C’è poi il problema legato alla stipula e alla vincolatività delle intese. I criteri per la misurazione della rappresentatività non sono operanti, mancando le convenzioni con INPS e CNEL. Un intervento legislativo, che ha funzionato bene nel pubblico impiego, permetterebbe di fissare criteri oggettivi per determinare i soggetti legittimati alla contrattazione, le procedure per l’approvazione delle intese e rendere vincolabili ed esigibili gli accordi così approvati.  Il Governo Renzi ha dichiarato di voler occuparsi del problema, ma sappiamo  che su questo punto ci sono divisioni nel sindacato. Va ricordata infine l’articolazione frammentata del nostro sistema di relazioni industriali, oltre quattrocento contratti collettivi di categoria. Un processo di  accorpamenti contrattuali potrebbe facilitare il decentramento. Non sfugge infine che gli sgravi possono prestarsi a comportamenti elusivi, con scarse ricadute sulla produttività. Il D.PC.M. gennaio 2013 stabilisce un nesso tra retribuzione e indicatori di produttività e rafforza il monitoraggio delle misure di detassazione, monitoraggio finora non realizzato nella pratica. Sarebbe utile una autocertificazione on line dell’impresa per usufruire delle agevolazioni. Questa fonte informativa potrebbe servire per valutare  l’efficacia degli incentivi e individuare e diffondere le migliori pratiche. E’ da segnalare infine che un recente seminario del CNEL (dic.2014) ha messo in rilievo che la contrattazione integrativa individuale viene stimata al 40% del totale, una misura elevata che sottrae al sindacato la rappresentanza dei lavoratori specie per gli aspetti di natura retributiva. Sarebbe interessante approfondire le categorie professionali in cui la contrattazione individuale gioca un ruolo maggiore.
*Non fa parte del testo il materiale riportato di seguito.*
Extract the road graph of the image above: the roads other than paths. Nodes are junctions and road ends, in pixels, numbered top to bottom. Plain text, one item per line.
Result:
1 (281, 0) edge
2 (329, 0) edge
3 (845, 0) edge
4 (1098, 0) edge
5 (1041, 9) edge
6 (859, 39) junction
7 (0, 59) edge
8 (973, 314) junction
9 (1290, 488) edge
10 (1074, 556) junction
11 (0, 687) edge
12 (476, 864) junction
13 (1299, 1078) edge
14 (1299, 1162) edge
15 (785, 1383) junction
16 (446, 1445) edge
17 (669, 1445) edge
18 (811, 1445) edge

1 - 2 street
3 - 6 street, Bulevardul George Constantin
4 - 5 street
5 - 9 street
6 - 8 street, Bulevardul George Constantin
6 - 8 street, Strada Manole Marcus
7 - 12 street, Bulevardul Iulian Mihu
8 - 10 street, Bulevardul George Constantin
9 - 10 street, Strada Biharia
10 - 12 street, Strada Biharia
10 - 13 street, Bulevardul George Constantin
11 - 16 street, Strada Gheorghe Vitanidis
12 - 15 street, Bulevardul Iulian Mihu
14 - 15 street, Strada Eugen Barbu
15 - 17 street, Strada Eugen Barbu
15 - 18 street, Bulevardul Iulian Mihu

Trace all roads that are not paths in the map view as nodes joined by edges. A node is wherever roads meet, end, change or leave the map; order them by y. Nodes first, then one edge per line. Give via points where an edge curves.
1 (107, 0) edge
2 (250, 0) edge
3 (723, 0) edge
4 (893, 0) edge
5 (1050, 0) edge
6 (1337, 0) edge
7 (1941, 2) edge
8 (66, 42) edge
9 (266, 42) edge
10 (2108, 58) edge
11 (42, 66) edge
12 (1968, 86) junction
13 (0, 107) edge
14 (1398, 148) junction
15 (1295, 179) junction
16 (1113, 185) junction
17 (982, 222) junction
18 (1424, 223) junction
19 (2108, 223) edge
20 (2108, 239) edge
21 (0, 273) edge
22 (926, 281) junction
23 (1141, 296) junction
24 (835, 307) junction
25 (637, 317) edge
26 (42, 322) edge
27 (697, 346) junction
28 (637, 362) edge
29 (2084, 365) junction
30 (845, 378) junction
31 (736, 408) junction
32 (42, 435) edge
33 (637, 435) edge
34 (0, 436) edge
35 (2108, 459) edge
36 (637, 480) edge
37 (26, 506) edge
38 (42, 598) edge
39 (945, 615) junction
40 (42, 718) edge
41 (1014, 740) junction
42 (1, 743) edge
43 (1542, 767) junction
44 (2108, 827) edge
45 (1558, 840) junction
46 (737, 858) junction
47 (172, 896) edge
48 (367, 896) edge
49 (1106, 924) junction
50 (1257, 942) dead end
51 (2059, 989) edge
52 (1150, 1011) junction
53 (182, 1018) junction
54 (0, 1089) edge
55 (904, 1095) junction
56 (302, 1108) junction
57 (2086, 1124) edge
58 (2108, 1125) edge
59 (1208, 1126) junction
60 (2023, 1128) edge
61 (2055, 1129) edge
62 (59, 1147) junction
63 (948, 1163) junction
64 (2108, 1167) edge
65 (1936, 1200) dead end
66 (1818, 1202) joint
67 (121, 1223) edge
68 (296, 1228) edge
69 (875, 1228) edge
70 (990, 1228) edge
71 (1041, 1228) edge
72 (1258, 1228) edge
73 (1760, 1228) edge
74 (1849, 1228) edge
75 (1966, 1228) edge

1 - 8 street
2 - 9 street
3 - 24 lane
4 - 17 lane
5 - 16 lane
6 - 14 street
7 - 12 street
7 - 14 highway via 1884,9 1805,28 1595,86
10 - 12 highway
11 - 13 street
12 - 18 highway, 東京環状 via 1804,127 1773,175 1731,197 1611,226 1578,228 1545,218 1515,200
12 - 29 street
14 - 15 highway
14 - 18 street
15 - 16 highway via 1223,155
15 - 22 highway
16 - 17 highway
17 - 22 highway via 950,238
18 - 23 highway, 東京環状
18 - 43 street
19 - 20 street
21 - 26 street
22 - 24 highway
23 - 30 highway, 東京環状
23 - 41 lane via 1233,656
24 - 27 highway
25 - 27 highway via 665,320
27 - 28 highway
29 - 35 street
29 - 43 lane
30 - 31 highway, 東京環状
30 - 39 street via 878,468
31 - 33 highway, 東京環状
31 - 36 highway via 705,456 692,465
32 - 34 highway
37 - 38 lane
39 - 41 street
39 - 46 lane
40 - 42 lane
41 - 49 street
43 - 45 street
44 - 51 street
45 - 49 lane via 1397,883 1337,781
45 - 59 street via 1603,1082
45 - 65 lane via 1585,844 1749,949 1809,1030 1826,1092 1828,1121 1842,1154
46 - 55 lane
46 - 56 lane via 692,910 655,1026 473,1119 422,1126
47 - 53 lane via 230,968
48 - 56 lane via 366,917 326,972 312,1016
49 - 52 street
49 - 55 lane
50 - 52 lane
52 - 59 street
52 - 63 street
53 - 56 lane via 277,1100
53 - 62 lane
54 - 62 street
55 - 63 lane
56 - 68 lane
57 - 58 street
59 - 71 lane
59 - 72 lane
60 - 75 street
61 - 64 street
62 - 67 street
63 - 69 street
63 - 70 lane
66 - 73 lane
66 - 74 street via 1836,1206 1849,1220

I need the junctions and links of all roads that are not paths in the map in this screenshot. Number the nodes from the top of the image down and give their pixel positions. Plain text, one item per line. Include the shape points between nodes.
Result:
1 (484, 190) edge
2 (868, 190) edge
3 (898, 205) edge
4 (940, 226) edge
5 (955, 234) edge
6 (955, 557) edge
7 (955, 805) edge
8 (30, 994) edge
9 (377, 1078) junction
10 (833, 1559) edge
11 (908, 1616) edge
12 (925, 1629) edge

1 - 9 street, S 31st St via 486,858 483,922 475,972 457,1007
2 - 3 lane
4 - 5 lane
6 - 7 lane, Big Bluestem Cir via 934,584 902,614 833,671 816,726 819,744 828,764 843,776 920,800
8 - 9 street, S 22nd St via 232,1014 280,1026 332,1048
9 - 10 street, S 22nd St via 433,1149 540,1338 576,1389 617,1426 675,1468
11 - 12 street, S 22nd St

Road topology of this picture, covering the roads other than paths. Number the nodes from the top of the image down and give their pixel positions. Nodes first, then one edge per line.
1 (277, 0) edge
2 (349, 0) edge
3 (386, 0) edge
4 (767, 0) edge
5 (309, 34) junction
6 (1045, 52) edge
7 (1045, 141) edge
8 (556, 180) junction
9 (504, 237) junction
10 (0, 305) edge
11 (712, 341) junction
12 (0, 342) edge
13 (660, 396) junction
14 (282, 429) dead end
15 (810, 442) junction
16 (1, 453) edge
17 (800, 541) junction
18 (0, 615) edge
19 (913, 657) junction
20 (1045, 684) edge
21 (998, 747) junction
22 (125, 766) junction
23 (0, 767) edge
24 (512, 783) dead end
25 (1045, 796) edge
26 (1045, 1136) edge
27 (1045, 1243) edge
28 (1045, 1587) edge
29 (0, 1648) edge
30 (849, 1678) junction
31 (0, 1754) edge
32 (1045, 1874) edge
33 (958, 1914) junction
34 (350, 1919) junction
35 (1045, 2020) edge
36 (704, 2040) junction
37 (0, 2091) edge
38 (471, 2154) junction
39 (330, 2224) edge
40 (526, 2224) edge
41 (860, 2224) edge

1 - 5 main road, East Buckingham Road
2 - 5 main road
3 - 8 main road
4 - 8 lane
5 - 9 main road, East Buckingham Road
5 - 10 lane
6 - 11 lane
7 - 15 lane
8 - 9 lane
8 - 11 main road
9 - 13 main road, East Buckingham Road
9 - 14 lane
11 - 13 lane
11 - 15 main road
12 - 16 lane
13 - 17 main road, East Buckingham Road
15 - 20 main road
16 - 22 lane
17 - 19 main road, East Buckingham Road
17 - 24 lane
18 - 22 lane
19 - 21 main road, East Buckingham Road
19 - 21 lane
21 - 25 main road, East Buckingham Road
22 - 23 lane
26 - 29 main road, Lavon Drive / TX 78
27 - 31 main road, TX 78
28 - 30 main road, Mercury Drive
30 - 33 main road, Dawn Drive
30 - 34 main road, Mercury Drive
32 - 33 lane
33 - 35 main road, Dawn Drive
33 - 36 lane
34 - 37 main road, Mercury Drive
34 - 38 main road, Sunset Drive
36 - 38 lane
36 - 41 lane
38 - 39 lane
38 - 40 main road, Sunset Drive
Concludo con un rapido passaggio sugli sgravi contributivi e fiscali stabiliti dalla legge di stabilità 2015. Com’è noto, gli incentivi triennali sono limitati alle assunzioni effettuate nel 2015. La Fondazione consulenti del lavoro ha calcolato che in caso di un milione di assunzioni, le risorse stanziate sarebbero sicuramente inadeguate. Per evitare di determinare una fiammata occupazionale e un successivo raffreddamento una volta terminati gli incentivi, sarebbe opportuno rendere strutturale il taglio del costo del lavoro. Ridurre il costo del lavoro e accrescere la produttività sono obiettivi indispensabili se si vuol puntare seriamente all’uscita dalla crisi.